Health, safety and wellbeing
Corrections staff function every day in an exceptionally challenging environment. To enable them to undertake their work, we must prioritise health and safety, and empower our staff to take responsibility for this.
We will build on the progress we have already made through the implementation of our health and safety strategy: Everyone Safe, Every Day. We will provide strengthened health and safety leadership, ensure staff have access to the safety equipment they need to be safe, monitor operational fatigue, address physical and psychological stress among staff, and expand the wellbeing services that are available to them.
Integrity
Our staff are expected to role-model positive law-abiding behaviours and must be invulnerable to manipulation and pressure from offenders.
Our Integrity Support Team will maintain a strong focus on integrity through the promotion of an open and honest culture within Corrections, and by holding staff members to account for their actions.
Diversity
The prison population is diverse. To understand and care for these people, we must ensure that our staff can relate to and share the cultural points of view each person brings with them on their journey. This is acutely important for Māori and Pacific peoples – these groups are significantly over-represented in the criminal justice system.

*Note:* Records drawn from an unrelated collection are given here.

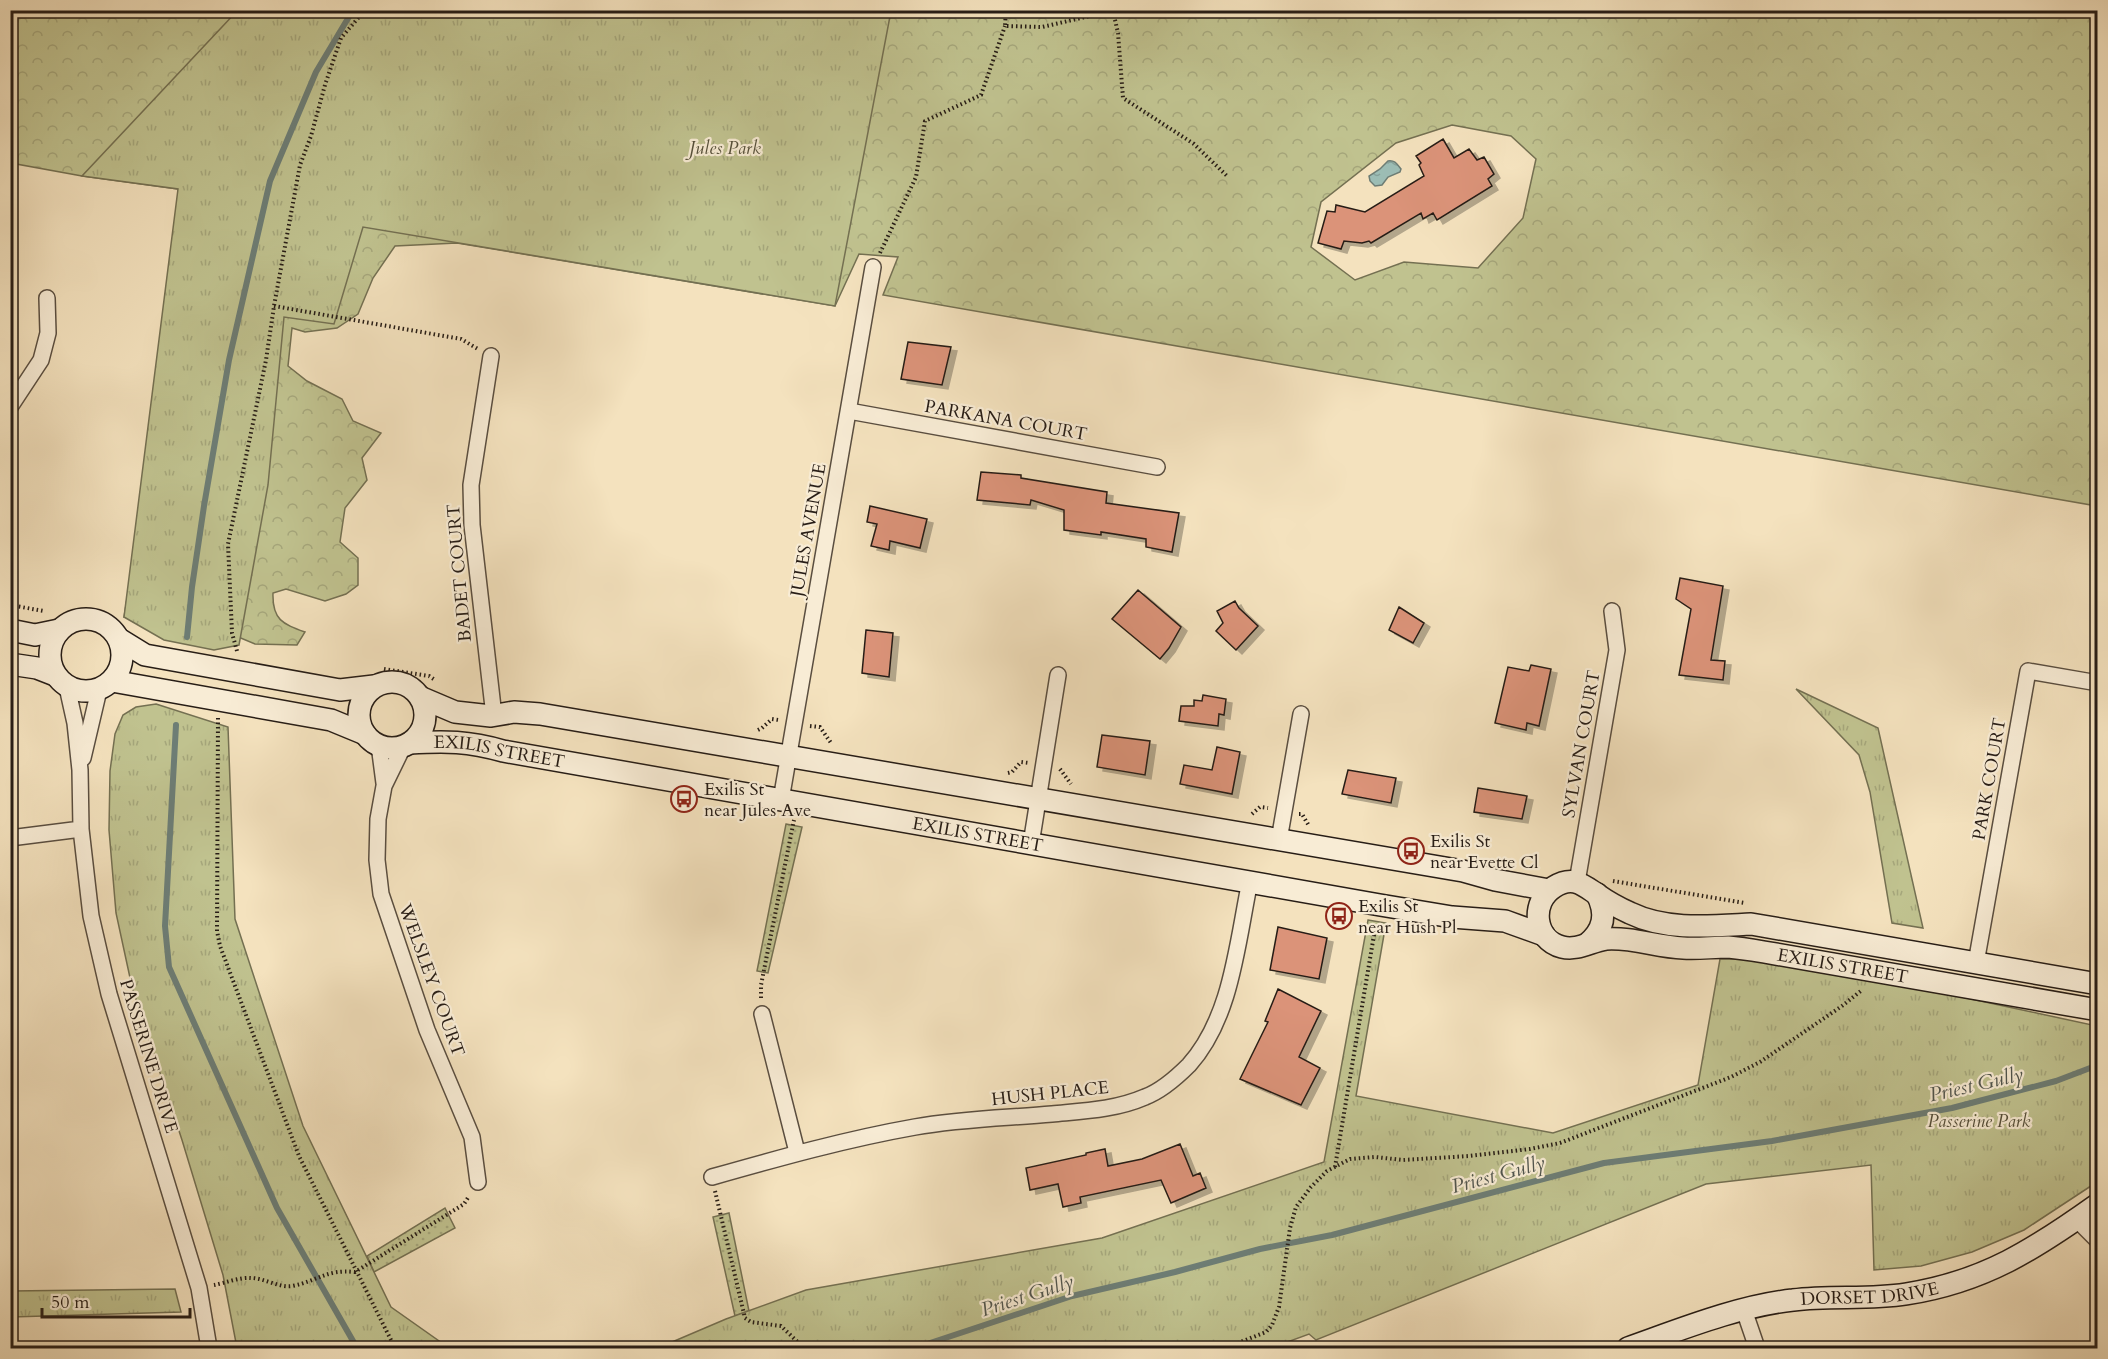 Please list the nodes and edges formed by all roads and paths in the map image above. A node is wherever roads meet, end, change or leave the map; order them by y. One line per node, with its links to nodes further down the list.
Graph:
1 (365, 10): 8 (path)
2 (1006, 10): 4 (path)
3 (1114, 11): 4 (path); 5 (path)
4 (1005, 26): 6 (path)
5 (1227, 176)
6 (873, 267): 11 (street, JULES AVENUE)
7 (47, 298): 10 (street)
8 (274, 306): 9 (path); 18 (path)
9 (491, 356): 27 (street, BADET COURT)
10 (10, 406)
11 (849, 411): 12 (street, PARKANA COURT); 30 (street, JULES AVENUE)
12 (1157, 467)
13 (1612, 612): 40 (street, SYLVAN COURT)
14 (10, 630): 15 (street, EXILIS STREET)
15 (59, 630): 16 (street, EXILIS STREET); 20 (street)
16 (119, 639): 18 (street, EXILIS STREET); 22 (street)
17 (10, 663): 20 (street, EXILIS STREET)
18 (235, 670): 23 (street, EXILIS STREET)
19 (1058, 675): 33 (street)
20 (61, 681): 22 (street, EXILIS STREET); 31 (street, PASSERINE DRIVE)
21 (2097, 683): 46 (street, PARK COURT)
22 (106, 686): 25 (street, EXILIS STREET); 31 (street, PASSERINE DRIVE)
23 (374, 686): 24 (street, EXILIS STREET); 28 (street)
24 (422, 699): 27 (street, EXILIS STREET); 29 (street, EXILIS STREET)
25 (231, 703): 28 (street, EXILIS STREET); 58 (path)
26 (1301, 714): 37 (street)
27 (494, 716): 30 (street, EXILIS STREET)
28 (372, 740): 29 (street, EXILIS STREET); 32 (street, WELSLEY COURT)
29 (406, 745): 32 (street, WELSLEY COURT); 34 (street, EXILIS STREET)
30 (789, 756): 33 (street, EXILIS STREET); 34 (street, JULES AVENUE)
31 (80, 770): 35 (street, PASSERINE DRIVE)
32 (384, 786): 54 (street, WELSLEY COURT)
33 (1038, 799): 37 (street, EXILIS STREET); 38 (street)
34 (790, 802): 38 (street, EXILIS STREET); 50 (path)
35 (81, 829): 36 (street); 59 (street, PASSERINE DRIVE)
36 (10, 838)
37 (1279, 840): 41 (street, EXILIS STREET)
38 (1030, 844): 39 (street, EXILIS STREET)
39 (1250, 881): 43 (street, EXILIS STREET); 51 (street, HUSH PLACE)
40 (1577, 882): 41 (street, EXILIS STREET); 42 (street, EXILIS STREET)
41 (1550, 890): 44 (street)
42 (1597, 894): 45 (street); 46 (street, EXILIS STREET)
43 (1380, 905): 44 (street, EXILIS STREET); 52 (path)
44 (1544, 935): 45 (street, EXILIS STREET)
45 (1587, 944): 47 (street, EXILIS STREET)
46 (1976, 963): 48 (street, EXILIS STREET)
47 (1877, 971): 49 (street, EXILIS STREET); 52 (path)
48 (2097, 984)
49 (2097, 1010)
50 (762, 1014): 51 (street)
51 (797, 1152): 53 (street, HUSH PLACE)
52 (1335, 1167): 64 (path)
53 (712, 1178): 63 (path)
54 (478, 1182): 58 (path)
55 (2097, 1204): 56 (street, DORSET DRIVE)
56 (2076, 1220): 57 (street); 60 (street, DORSET DRIVE)
57 (2097, 1241)
58 (355, 1272): 59 (path); 62 (path)
59 (199, 1288): 61 (street, PASSERINE DRIVE)
60 (1744, 1310): 65 (street, DORSET DRIVE); 66 (street)
61 (209, 1348)
62 (395, 1348)
63 (804, 1348)
64 (1225, 1348)
65 (1628, 1348)
66 (1756, 1348) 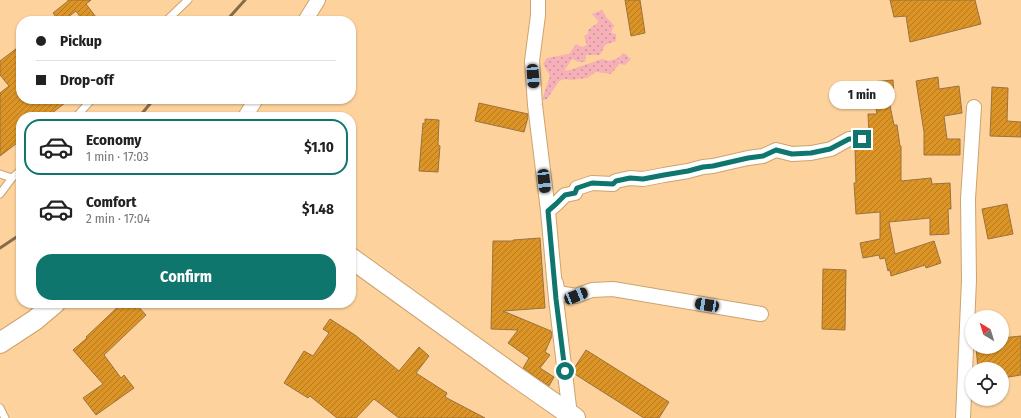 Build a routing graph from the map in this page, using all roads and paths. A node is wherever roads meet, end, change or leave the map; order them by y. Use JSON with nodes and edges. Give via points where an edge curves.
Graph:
{"nodes":[{"id":1,"x":188,"y":0,"type":"edge"},
{"id":2,"x":318,"y":0,"type":"edge"},
{"id":3,"x":538,"y":0,"type":"edge"},
{"id":4,"x":171,"y":16,"type":"edge"},
{"id":5,"x":308,"y":16,"type":"edge"},
{"id":6,"x":88,"y":104,"type":"edge"},
{"id":7,"x":974,"y":107,"type":"dead end"},
{"id":8,"x":80,"y":112,"type":"edge"},
{"id":9,"x":862,"y":139,"type":"dead end"},
{"id":10,"x":0,"y":174,"type":"edge"},
{"id":11,"x":16,"y":174,"type":"edge"},
{"id":12,"x":12,"y":178,"type":"junction"},
{"id":13,"x":0,"y":194,"type":"edge"},
{"id":14,"x":548,"y":211,"type":"junction"},
{"id":15,"x":356,"y":262,"type":"edge"},
{"id":16,"x":554,"y":275,"type":"junction"},
{"id":17,"x":49,"y":308,"type":"edge"},
{"id":18,"x":761,"y":314,"type":"dead end"},
{"id":19,"x":0,"y":343,"type":"edge"},
{"id":20,"x":0,"y":408,"type":"edge"},
{"id":21,"x":573,"y":416,"type":"edge"},
{"id":22,"x":5,"y":418,"type":"edge"},
{"id":23,"x":963,"y":418,"type":"edge"}],
"edges":[{"from":1,"to":4,"type":"lane"},
{"from":2,"to":5,"type":"street"},
{"from":3,"to":14,"type":"street","via":[[532,61]]},
{"from":6,"to":8,"type":"lane"},
{"from":7,"to":23,"type":"street","via":[[968,199],[969,280]]},
{"from":9,"to":14,"type":"street","via":[[849,139],[830,149],[811,153],[792,154],[776,150],[763,156],[688,171],[643,179],[630,178],[613,184],[592,183],[577,188],[575,193],[565,195]]},
{"from":10,"to":12,"type":"lane"},
{"from":11,"to":12,"type":"lane"},
{"from":12,"to":13,"type":"lane"},
{"from":14,"to":16,"type":"street"},
{"from":15,"to":21,"type":"main road"},
{"from":16,"to":18,"type":"street","via":[[558,293],[576,296],[592,290],[613,289]]},
{"from":16,"to":21,"type":"street"},
{"from":17,"to":19,"type":"main road"},
{"from":20,"to":22,"type":"lane"}]} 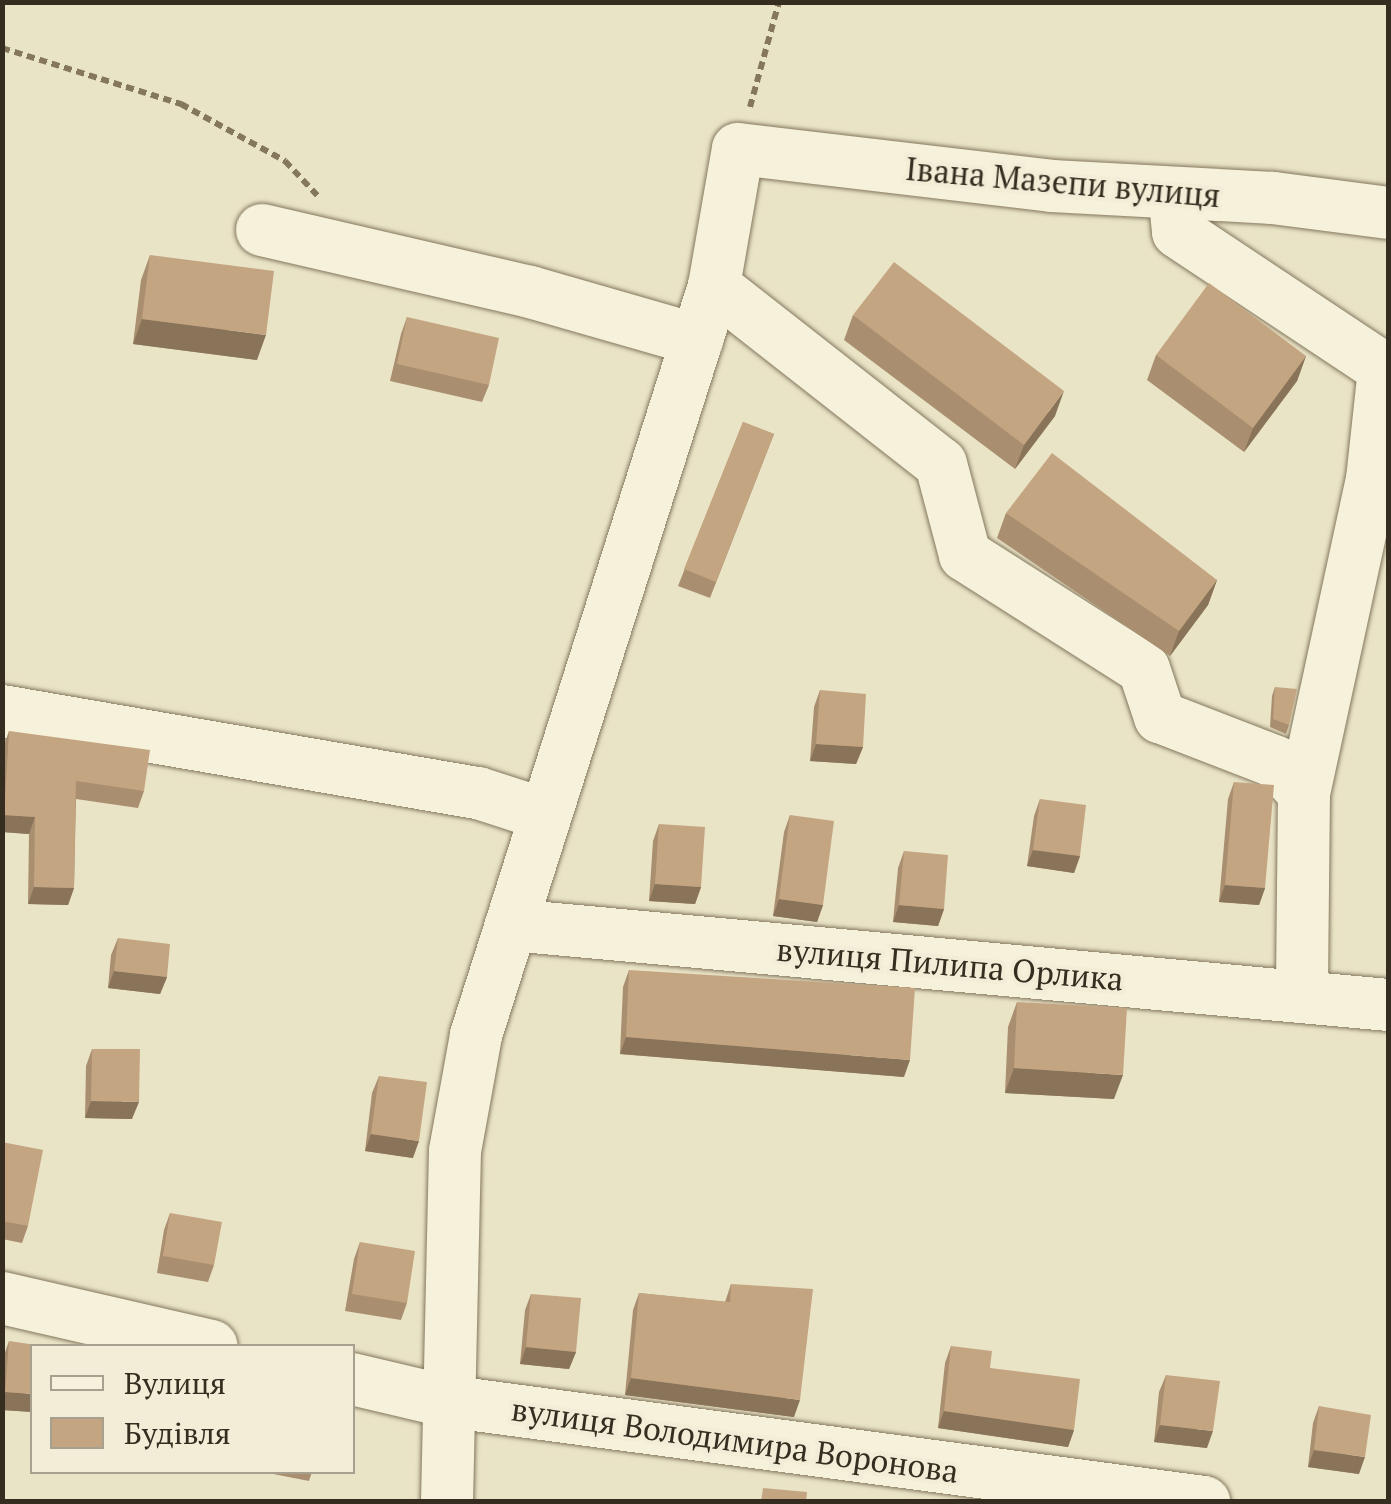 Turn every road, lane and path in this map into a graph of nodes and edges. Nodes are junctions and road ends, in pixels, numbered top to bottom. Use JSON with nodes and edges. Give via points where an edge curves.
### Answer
{"nodes":[{"id":1,"x":780,"y":2,"type":"edge"},
{"id":2,"x":2,"y":48,"type":"edge"},
{"id":3,"x":738,"y":149,"type":"junction"},
{"id":4,"x":1174,"y":193,"type":"junction"},
{"id":5,"x":323,"y":202,"type":"dead end"},
{"id":6,"x":1388,"y":213,"type":"edge"},
{"id":7,"x":262,"y":230,"type":"dead end"},
{"id":8,"x":714,"y":286,"type":"junction"},
{"id":9,"x":697,"y":340,"type":"junction"},
{"id":10,"x":2,"y":711,"type":"edge"},
{"id":11,"x":1304,"y":793,"type":"junction"},
{"id":12,"x":546,"y":815,"type":"junction"},
{"id":13,"x":511,"y":925,"type":"junction"},
{"id":14,"x":1302,"y":995,"type":"junction"},
{"id":15,"x":1388,"y":1005,"type":"edge"},
{"id":16,"x":2,"y":1298,"type":"edge"},
{"id":17,"x":203,"y":1344,"type":"edge"},
{"id":18,"x":355,"y":1381,"type":"edge"},
{"id":19,"x":445,"y":1401,"type":"junction"},
{"id":20,"x":447,"y":1502,"type":"edge"},
{"id":21,"x":1204,"y":1502,"type":"edge"}],
"edges":[{"from":1,"to":3,"type":"path"},
{"from":2,"to":5,"type":"path","via":[[181,104],[285,161]]},
{"from":3,"to":4,"type":"street","name":"Івана Мазепи вулиця","via":[[1052,186]]},
{"from":3,"to":8,"type":"street"},
{"from":4,"to":6,"type":"street","name":"Івана Мазепи вулиця"},
{"from":4,"to":11,"type":"street","via":[[1178,232],[1384,369],[1372,478]]},
{"from":7,"to":9,"type":"street","via":[[530,292]]},
{"from":8,"to":9,"type":"street"},
{"from":8,"to":11,"type":"street","via":[[941,464],[965,555],[1144,669],[1160,717],[1276,762]]},
{"from":9,"to":12,"type":"street"},
{"from":10,"to":12,"type":"street","via":[[478,792]]},
{"from":11,"to":14,"type":"street"},
{"from":12,"to":13,"type":"street"},
{"from":13,"to":14,"type":"street","name":"вулиця Пилипа Орлика"},
{"from":13,"to":19,"type":"street","via":[[476,1035],[455,1151]]},
{"from":14,"to":15,"type":"street","name":"вулиця Пилипа Орлика"},
{"from":16,"to":17,"type":"street"},
{"from":18,"to":19,"type":"street","name":"вулиця Володимира Воронова"},
{"from":19,"to":20,"type":"street"},
{"from":19,"to":21,"type":"street","name":"вулиця Володимира Воронова"}]}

Corrections will continue to actively recruit and develop a diverse base of potential candidates and existing staff. We will nurture an environment where cultural diversity is valued, women are encouraged to succeed and grow, and differences are celebrated.
Recruitment
The growing prison population has necessitated an approach to recruitment that takes into account the increasingly strained demand for custodial staff. Additionally, the challenging environment of prisons means that significant checks and a multi- step approach are required to ensure the quality of candidates.
We will continue our existing work to streamline and centralise our high-volume recruitment function to maintain the quality of candidates and make the complex process as simple as possible for them.
Development
Every day, our staff carry with them a wealth of Corrections knowledge and offender-management experience. It is important that our employees are given the opportunity to grow, develop, and demonstrate this experience on a more senior platform.
Corrections will continue providing staff with clear development pathways, encouraging secondments as a way to broaden experience, and promoting from within.